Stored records
########################################

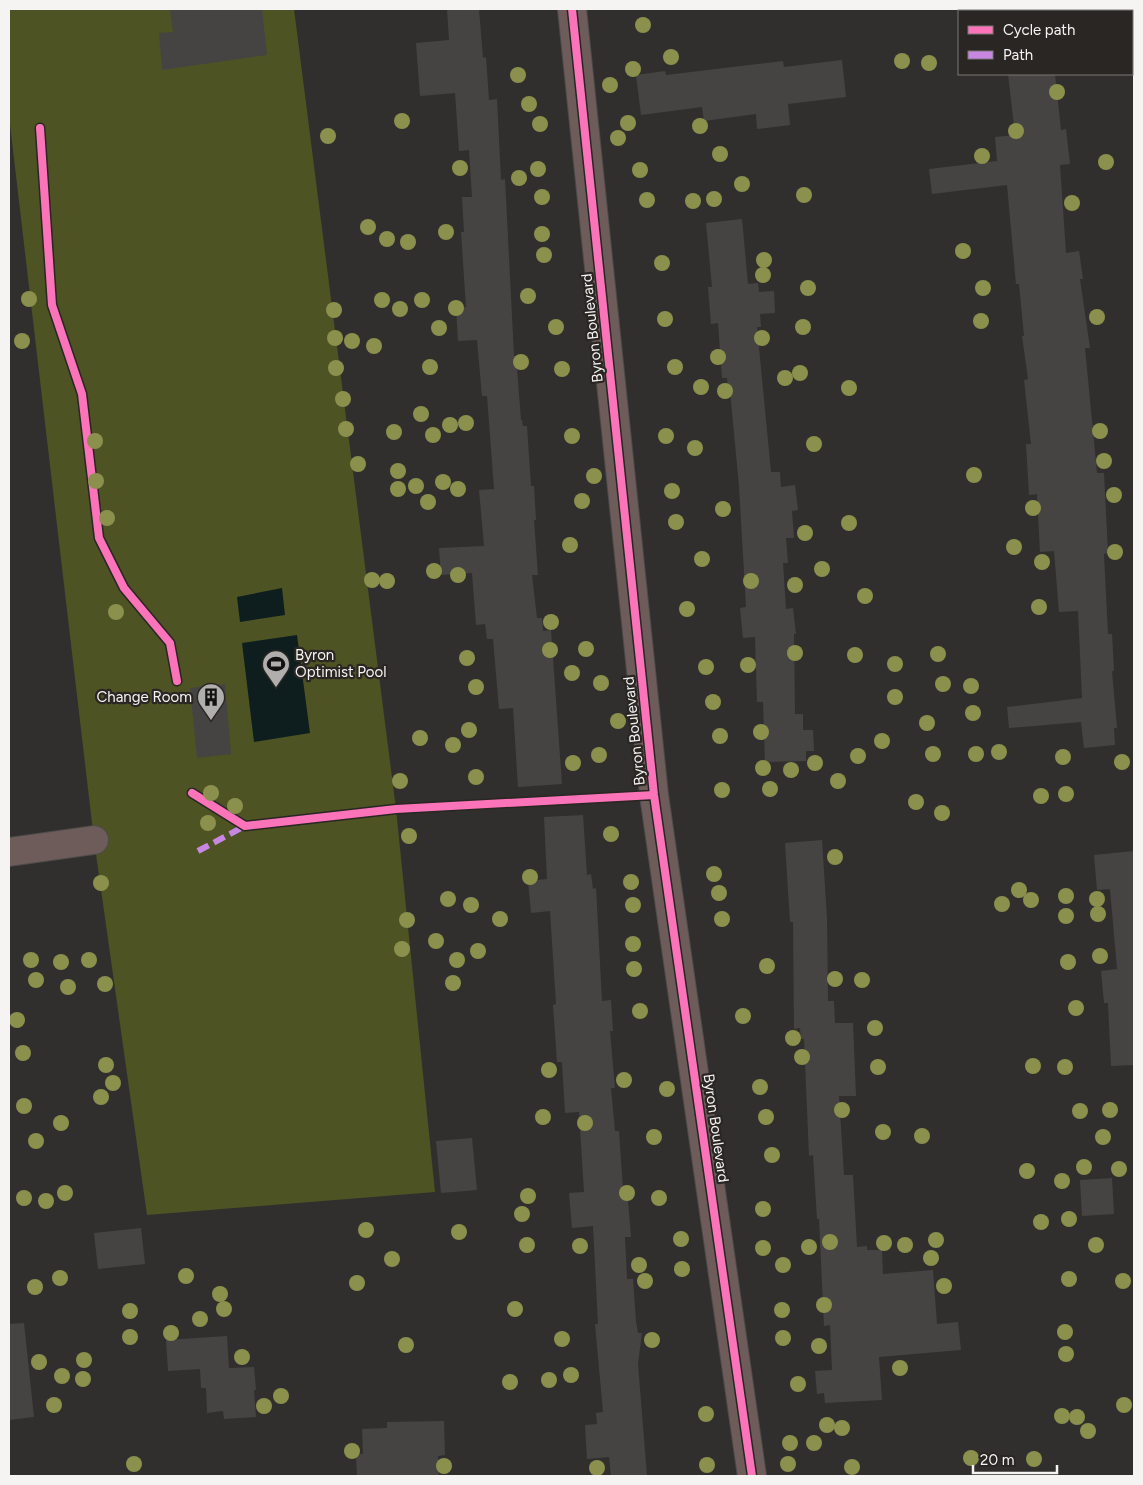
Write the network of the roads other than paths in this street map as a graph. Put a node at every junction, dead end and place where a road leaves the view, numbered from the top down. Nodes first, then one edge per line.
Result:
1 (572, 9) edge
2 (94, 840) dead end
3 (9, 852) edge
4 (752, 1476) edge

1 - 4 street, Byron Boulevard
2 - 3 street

########################################

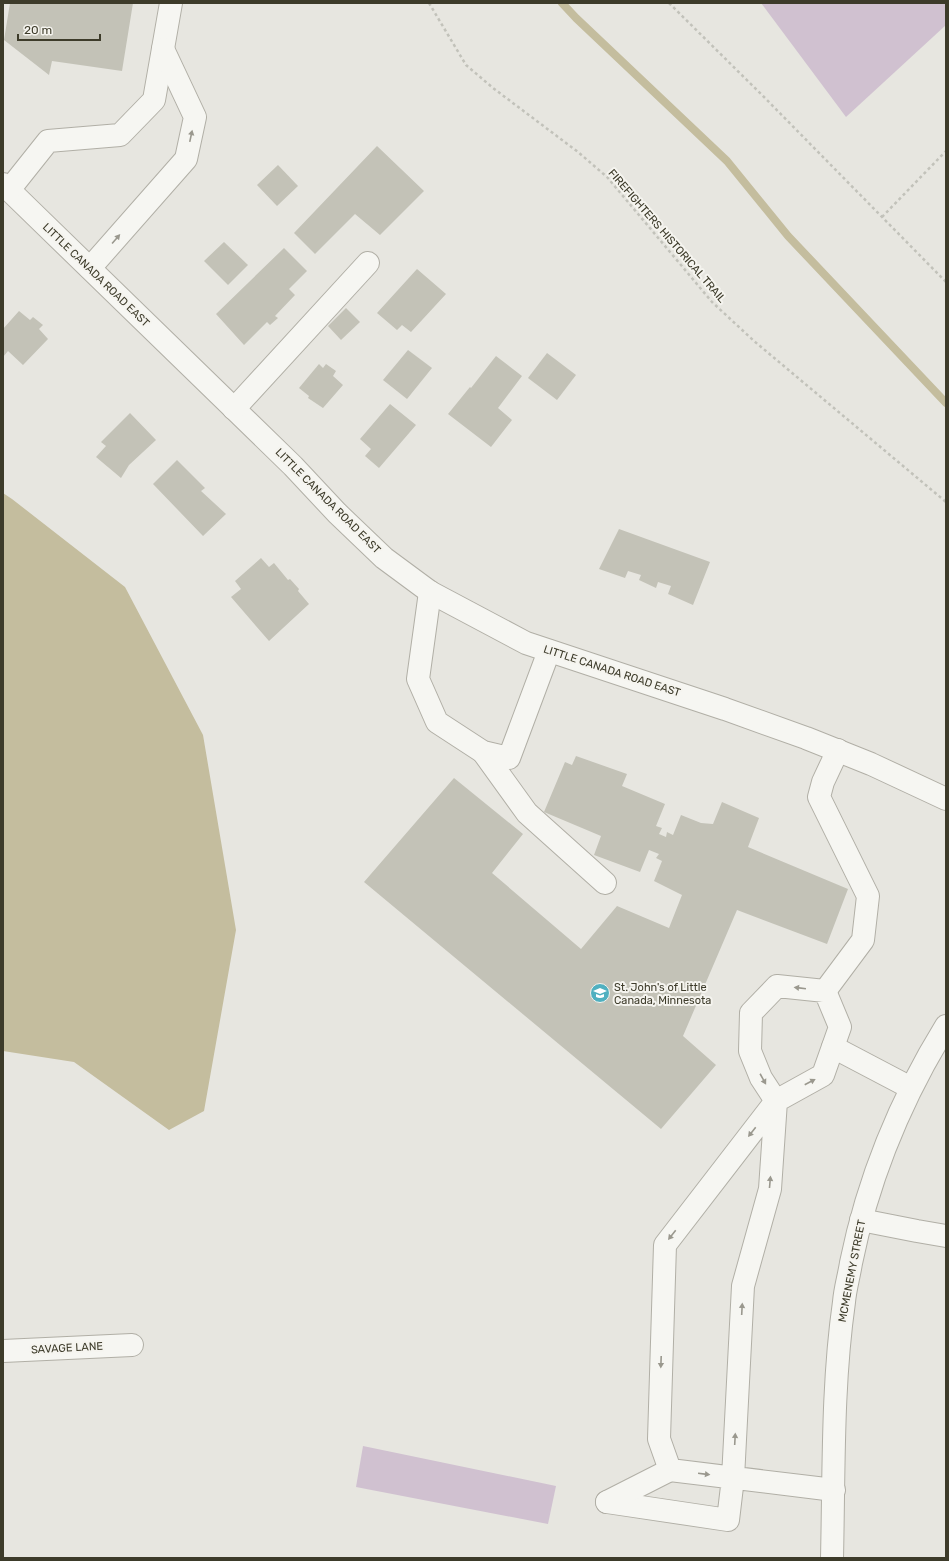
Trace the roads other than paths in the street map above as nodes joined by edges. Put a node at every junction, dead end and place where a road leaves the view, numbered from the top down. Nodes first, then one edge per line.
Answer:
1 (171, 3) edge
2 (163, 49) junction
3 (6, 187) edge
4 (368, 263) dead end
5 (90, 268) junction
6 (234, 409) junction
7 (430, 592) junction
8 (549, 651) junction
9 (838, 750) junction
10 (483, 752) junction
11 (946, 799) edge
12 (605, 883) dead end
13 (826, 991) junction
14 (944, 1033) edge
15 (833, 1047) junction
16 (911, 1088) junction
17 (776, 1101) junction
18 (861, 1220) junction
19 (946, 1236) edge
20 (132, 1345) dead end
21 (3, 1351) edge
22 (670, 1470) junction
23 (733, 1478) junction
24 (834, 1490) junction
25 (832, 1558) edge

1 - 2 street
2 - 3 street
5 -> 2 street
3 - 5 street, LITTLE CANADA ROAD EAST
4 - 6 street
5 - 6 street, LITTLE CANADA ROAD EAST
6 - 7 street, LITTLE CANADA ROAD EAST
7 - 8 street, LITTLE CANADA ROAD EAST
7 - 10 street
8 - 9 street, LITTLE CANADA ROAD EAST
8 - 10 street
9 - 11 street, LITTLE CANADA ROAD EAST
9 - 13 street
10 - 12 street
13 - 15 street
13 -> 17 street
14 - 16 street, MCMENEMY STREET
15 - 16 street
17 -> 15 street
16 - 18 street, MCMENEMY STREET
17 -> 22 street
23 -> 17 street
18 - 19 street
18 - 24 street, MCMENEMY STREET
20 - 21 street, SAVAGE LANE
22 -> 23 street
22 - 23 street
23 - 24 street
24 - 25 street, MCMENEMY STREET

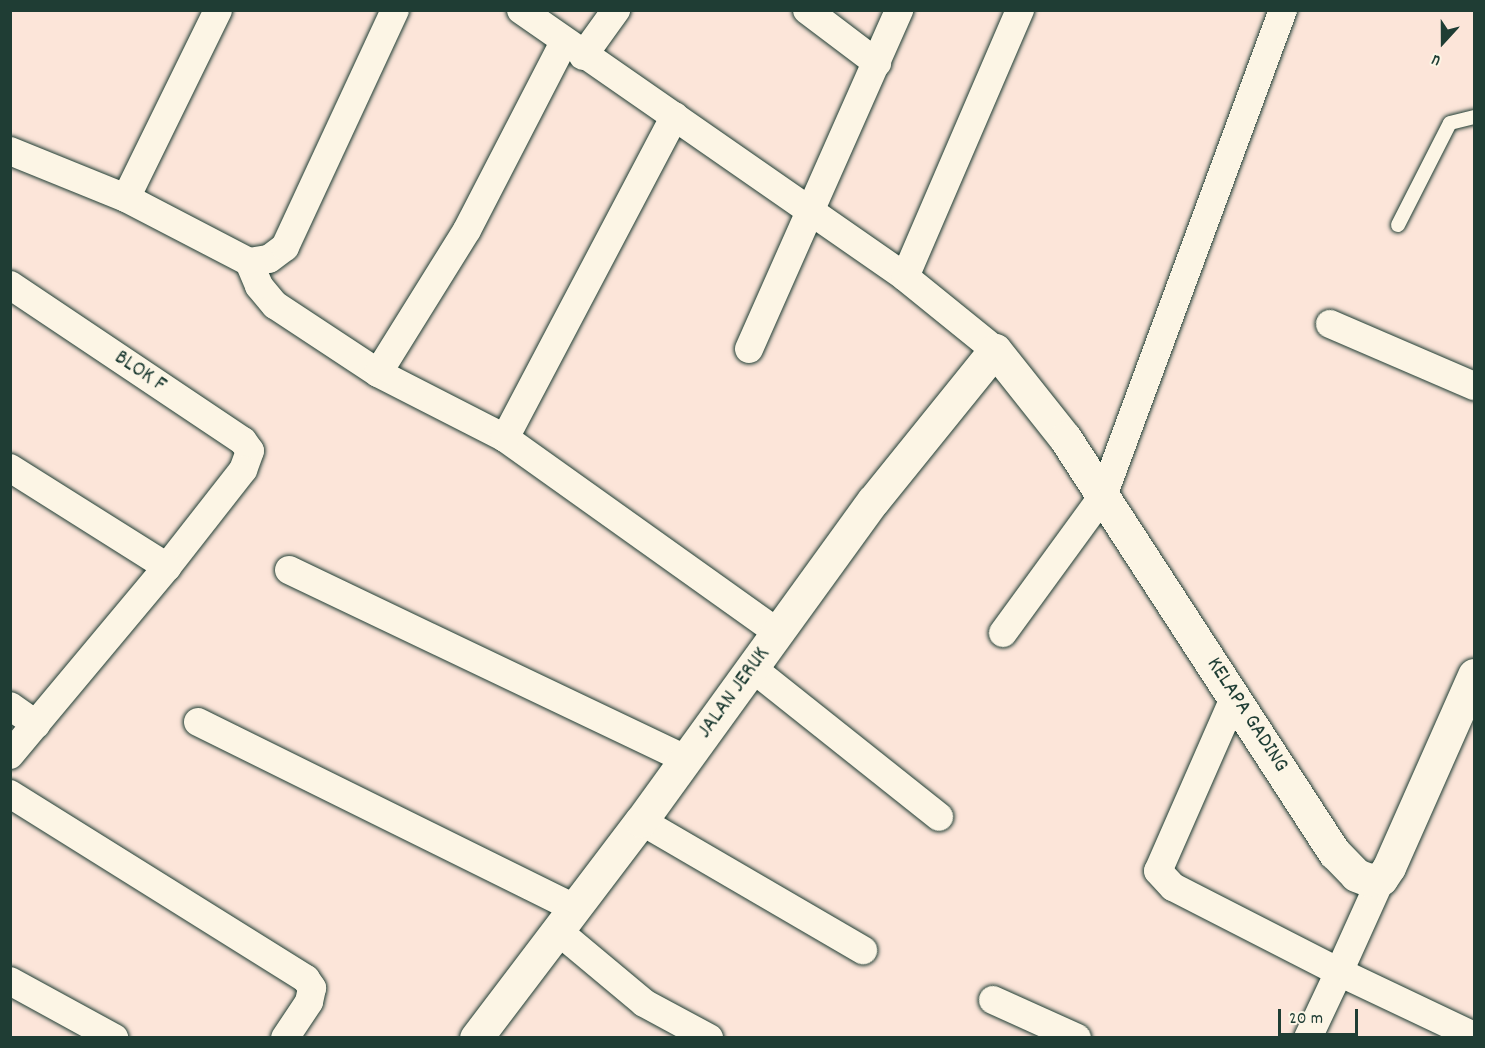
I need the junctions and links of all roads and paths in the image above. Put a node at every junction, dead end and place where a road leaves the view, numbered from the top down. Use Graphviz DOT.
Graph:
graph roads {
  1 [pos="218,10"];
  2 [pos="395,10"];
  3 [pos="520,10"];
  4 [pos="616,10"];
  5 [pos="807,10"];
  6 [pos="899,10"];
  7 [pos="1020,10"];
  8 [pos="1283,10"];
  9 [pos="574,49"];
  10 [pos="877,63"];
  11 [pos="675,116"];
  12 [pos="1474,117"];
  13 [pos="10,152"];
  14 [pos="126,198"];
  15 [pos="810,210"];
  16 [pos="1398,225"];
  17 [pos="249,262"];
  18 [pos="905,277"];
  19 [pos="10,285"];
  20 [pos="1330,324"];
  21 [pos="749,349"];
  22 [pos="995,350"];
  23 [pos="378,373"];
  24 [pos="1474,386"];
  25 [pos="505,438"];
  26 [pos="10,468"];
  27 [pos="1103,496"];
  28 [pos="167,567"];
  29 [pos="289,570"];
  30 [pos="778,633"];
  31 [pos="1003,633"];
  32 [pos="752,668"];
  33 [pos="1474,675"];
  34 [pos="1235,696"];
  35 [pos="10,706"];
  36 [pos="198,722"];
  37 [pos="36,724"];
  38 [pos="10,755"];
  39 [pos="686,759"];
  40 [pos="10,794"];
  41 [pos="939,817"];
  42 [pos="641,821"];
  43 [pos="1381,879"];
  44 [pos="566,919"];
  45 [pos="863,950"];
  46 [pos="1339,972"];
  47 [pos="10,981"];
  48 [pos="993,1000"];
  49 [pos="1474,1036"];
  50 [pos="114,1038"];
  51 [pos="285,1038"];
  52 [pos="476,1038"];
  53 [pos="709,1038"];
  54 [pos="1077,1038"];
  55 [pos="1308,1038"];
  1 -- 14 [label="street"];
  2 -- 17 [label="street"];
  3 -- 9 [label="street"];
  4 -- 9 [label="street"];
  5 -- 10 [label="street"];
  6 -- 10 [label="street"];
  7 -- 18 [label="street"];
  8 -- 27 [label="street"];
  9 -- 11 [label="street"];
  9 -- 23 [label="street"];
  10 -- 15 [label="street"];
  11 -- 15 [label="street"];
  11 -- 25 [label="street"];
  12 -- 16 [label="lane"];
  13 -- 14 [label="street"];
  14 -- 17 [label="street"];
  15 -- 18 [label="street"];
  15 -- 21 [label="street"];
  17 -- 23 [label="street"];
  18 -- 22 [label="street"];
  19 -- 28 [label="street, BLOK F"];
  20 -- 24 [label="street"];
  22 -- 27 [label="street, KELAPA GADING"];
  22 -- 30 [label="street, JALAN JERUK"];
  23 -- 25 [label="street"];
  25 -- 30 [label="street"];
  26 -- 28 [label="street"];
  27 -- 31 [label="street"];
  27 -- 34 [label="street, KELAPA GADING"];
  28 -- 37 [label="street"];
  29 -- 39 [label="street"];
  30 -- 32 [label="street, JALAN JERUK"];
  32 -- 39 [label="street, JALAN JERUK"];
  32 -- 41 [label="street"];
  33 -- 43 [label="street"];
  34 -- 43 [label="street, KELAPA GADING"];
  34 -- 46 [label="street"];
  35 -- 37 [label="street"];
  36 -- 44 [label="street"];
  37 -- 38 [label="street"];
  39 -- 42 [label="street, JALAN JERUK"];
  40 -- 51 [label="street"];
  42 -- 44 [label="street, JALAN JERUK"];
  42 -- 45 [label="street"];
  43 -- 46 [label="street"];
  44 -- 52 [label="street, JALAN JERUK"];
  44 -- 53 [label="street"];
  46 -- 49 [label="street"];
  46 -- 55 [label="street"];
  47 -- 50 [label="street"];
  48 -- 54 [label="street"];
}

########################################

ACTION ITEM = Give the number of lines in the records that hold the word "then", with no other words.

RESPONSE = 2